The main goals of this study were to identify the loci associated with stripe rust resistance at the seedling stage (ASR) and the adult plant stage (APR), and to identify accessions that may carry novel APR or ASR resistance genes.

4.1. LD Levels

Linkage disequilibrium (LD) levels in the wild emmer population decayed very rapidly, within the first 1 kb, as r2 values were halved from ~0.85 to 0.425. This rapid decay was observed in the same population, using the 9k SNP array [29], and in another WEW panel and a wild barley panel, using Sanger sequencing [92,93]. These LD estimates are much lower than the estimates in the selfing wild population of Arabidopsis thaliana, where LD decayed within 250 kb [94]. The estimates of LD extent in wild populations are several times lower than the LD extent in domesticated wheat, where LD can extend several centimorgans [38,95]. These low LD levels are favorable, in the sense that they increase the resolution of GWAS; however, a much higher marker density is required in the panel to detect significant associations [95].

4.2. All-Stage Resistance

The ASR GWAS identified two loci that were associated with UIT, indicating that they confer resistance to all four Pst races. Qpst.icci-1BS (63–93 Mb) colocalizes with the Yr15 locus [20]. This QTL extends over a wide interval, and LD analysis indicates that high LD levels in the region may be the reason (Figure S7). Therefore, it is highly probable that all of the associations found in this region are caused by Yr15. However, the most significant associations from the GWAS did not identify the closest variant to the Yr15 locus. Testing for associations between Qpst.icci-1BS variants and the Yr15 KASP marker detected variants closer to the Yr15 locus than the GWAS results, based on ITs. This means that the GBS-based GWAS in wild populations are limited in their precision, probably because of missing data, low allele frequencies, and variations in the phenotypic expression of resistance, due to the large diversity in the genetic background of accessions. This result may also suggest that other ASR genes are located in Qpst.icci-1BS but are masked by Yr15 and the LD block.
Qpst.icci-3AS (~25 Mb) is located in the same region as Yr76. This gene originated from the hexaploid club wheat cultivar, Tyee, which includes in its pedigree a stripe rust-resistant T. durum landrace from Ethiopia [96,97]. Yr76 is genetically located 2.3 cM proximal to wmc11, which is physically located at ~168 Mb of chromosome 3A in the Zavitan WEW_v1.0 reference genome (3AS:16784689) [98]. We cannot rule out the possibility that Yr76 and Qpst.icci-3AS are at the same locus. Qpst.icci-3AS overlaps with Q3A.1, a QTL that was observed only once in one environment, probably originating from cv. Sarr (Figure S9) [5,99]. Qpst.icci-3AS is located between two copies of genes encoding a wall-associated receptor kinases (TRIDC3AG005570 and TRIDC3AG005580), which are located 60 kb apart. These genes may be involved in resistance to stripe rust [100,101].
Of the 10 race-specific loci, five loci were aligned with previously reported QTLs or genes, including Yr31 and Yrv3 (Table 2, Figure S9) [5].
Additional resistance genes may also be present in the WEW population from Israel. However, the masking effect of Yr15, coupled with the low frequency of these putative genes, likely complicates their detection by GWAS. Nevertheless, we identified several accessions that do not have favorable alleles at these two QTLs, which may be useful for biparental linkage analysis.
The effect of the two QTLs, detected on the basis of UITs, was highly dependent on the Pst race used in the assay. For PST5006, the effect of the favorable allele of either locus on the IT was a shift from highly susceptible to highly resistant, while for PSTv-37, the shift was from moderately susceptible to moderately resistant. For PSTv-14 and PSTv-40, the IT shift was intermediate (Figure S5). This observation underlines the importance of using multiple pathogen races in plant resistance studies and reveals that the host-pathogen interactions are affected not only by virulence/avirulence patterns but also by varying aggressiveness in the pathogen.
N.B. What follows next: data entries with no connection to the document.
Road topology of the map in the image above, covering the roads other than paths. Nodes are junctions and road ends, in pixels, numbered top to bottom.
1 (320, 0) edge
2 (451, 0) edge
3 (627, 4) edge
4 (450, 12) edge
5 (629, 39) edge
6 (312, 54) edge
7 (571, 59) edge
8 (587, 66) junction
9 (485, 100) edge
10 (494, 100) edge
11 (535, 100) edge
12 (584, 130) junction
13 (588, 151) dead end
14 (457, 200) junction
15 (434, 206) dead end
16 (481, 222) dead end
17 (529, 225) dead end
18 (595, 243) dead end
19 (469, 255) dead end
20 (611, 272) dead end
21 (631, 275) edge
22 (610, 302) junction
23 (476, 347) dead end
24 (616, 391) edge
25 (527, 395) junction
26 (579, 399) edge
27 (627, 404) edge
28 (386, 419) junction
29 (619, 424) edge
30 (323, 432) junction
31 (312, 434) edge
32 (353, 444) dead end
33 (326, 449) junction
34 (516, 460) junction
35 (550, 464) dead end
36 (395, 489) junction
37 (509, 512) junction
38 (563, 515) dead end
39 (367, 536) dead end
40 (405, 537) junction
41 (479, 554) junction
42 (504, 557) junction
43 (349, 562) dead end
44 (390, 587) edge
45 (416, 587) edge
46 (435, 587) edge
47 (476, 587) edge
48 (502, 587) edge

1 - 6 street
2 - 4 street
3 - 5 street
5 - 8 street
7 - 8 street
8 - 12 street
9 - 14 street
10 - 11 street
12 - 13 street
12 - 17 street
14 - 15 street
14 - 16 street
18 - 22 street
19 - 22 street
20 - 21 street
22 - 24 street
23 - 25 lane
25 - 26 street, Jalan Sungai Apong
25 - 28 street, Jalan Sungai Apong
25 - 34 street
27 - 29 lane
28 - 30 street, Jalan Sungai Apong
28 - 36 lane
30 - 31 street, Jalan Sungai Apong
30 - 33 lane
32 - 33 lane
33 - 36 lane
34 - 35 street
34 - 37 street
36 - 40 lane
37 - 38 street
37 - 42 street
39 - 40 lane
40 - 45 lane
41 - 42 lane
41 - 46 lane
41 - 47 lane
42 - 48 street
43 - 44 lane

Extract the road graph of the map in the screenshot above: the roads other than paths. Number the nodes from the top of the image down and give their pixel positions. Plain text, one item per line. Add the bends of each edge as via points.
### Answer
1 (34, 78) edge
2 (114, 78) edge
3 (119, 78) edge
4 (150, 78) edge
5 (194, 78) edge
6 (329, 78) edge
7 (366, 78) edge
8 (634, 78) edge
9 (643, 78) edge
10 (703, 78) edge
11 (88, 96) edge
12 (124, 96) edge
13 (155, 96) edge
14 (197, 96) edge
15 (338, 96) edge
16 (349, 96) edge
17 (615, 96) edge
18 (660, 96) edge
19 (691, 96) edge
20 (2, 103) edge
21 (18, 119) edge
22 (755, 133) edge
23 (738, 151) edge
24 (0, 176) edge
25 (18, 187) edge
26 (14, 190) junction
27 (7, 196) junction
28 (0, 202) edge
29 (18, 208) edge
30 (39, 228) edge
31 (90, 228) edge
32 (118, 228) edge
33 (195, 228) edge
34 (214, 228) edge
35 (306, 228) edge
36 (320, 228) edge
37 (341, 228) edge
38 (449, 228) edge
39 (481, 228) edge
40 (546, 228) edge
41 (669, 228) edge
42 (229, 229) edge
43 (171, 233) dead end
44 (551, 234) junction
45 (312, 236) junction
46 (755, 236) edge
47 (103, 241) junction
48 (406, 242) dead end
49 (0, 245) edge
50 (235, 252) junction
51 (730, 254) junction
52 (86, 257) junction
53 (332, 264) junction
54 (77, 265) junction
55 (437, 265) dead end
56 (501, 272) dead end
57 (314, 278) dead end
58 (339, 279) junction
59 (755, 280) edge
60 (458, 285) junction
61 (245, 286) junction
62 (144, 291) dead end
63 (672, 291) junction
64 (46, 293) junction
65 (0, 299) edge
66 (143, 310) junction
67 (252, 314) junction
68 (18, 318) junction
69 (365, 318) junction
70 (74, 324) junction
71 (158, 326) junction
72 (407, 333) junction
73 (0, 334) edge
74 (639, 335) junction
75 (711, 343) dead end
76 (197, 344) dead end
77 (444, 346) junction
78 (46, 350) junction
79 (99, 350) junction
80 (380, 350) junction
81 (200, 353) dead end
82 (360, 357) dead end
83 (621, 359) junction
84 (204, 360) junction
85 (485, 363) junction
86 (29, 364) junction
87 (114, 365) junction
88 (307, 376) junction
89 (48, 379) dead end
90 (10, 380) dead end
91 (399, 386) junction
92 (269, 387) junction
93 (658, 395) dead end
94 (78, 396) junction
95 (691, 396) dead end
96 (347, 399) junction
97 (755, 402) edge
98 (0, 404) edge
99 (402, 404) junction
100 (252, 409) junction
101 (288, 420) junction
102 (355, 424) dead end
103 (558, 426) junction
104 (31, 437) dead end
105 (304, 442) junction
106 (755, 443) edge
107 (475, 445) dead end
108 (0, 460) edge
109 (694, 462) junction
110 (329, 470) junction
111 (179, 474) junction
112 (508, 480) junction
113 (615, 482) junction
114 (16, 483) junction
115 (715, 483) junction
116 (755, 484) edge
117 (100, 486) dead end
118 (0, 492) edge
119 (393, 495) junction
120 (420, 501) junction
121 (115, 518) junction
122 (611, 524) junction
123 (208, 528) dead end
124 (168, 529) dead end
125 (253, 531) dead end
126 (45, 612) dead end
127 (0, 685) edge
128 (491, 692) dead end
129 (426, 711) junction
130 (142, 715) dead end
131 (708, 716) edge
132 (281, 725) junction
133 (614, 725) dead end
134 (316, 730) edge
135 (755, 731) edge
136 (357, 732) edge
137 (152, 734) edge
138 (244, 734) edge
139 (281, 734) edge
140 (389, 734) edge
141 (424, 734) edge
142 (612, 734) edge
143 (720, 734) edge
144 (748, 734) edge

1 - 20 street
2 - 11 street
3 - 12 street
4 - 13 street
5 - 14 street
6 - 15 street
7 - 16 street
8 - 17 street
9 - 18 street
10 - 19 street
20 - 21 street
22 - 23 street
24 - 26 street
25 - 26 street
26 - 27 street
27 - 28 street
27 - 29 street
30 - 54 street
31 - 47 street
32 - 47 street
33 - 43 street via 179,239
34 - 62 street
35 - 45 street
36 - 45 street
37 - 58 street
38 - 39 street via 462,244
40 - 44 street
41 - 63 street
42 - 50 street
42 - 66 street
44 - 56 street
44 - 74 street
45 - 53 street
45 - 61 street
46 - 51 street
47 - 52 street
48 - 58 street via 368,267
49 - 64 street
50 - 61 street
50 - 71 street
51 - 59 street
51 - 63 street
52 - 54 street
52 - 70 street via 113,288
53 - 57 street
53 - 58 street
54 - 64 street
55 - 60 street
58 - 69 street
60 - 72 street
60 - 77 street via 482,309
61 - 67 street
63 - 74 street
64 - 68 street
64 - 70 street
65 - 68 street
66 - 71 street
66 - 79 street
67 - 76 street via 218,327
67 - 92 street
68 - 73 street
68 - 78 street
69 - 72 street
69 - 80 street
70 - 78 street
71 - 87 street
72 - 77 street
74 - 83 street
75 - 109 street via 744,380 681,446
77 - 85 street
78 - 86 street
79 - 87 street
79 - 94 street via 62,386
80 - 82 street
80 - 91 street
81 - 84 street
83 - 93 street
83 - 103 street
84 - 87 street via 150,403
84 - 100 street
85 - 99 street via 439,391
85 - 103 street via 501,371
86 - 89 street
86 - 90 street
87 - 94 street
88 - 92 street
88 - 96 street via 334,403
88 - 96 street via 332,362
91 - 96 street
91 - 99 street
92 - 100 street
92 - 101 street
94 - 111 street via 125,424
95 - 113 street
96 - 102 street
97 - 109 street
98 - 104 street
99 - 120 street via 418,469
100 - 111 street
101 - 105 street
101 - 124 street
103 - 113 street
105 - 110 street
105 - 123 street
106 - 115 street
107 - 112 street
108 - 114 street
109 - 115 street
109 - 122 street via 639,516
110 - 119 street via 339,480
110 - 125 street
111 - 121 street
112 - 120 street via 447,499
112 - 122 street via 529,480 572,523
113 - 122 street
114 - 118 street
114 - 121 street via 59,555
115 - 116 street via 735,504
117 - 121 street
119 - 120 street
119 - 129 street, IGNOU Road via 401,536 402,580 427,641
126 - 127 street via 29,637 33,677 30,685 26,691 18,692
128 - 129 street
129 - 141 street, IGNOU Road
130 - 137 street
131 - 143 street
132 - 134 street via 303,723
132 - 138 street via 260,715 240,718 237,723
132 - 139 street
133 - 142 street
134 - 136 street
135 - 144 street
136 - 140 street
4.3. Adult Plant Resistance

The GWAS for APR revealed that the main locus determining this trait in the WEW panel from Israel is Yr36. However, the level of resistance is also affected by at least 12 additional minor-effect loci that have an additive effect. We observed that Yr36 alone does not explain most of the variance in resistance to Pst of the WEW population.
Wang and Chen (2017) reported on 327 QTLs for stripe rust resistance in wheat, with many overlaps (Figure S9). More than 80 of these QTLs were identified using GWAS [5], and many were identified in field trials, suggesting that they may confer APR. Numerous additional QTLs for APR to Pst have been detected since 2017 [30,31,32,33,66]. We aligned the APR GWAS results with those QTLs reported in the QTL reviews of Wang and Chen (2017) and Jan et al. (2021) (Figure S9) [5,6]. We found that 3 of the 13 APR loci do not align with any previously identified QTL and, therefore, may be novel (Table 3). The remaining loci were aligned to previously published QTLs, with most being identified in field trials. However, many of these QTLs had large confidence intervals, were mapped against different genomes using a different panel or mapping population, or employed a different marker system. Therefore, it is difficult to determine with certainty whether the loci detected in the current study are allelic to previously published QTLs. However, we found several loci with a precise alignment to previously published narrow QTLs, potentially indicating that the loci from the current study are allelic to the previously published QTLs. These loci were 3B:88645297, which aligned with five QTLs, and with Yr4, which is not an APR gene [5], 5B:527982577, which aligned with three narrow APR QTLs, and the locus on 6B:664322346, which aligned with three APR QTLs [5] (Table 3, Figure S9). Nevertheless, none of the previously published QTLs originated directly from WEW. We searched for candidate genes in the vicinity of the SNPs (up to 1 Mbp) using WEWv1 annotation. We found genes that are involved in disease perception, such as NB-ARC and WD repeat HIR1; genes that are involved in regulation, such as WRKY and NAC; genes controlling cell-wall biosynthesis, such as cellulose synthase; genes controlling the ubiquitination of a pathogen effector (ubiquitin-conjugating enzyme); and genes controlling epigenetic regulation (methyl-CpG-binding domain) (Table 3).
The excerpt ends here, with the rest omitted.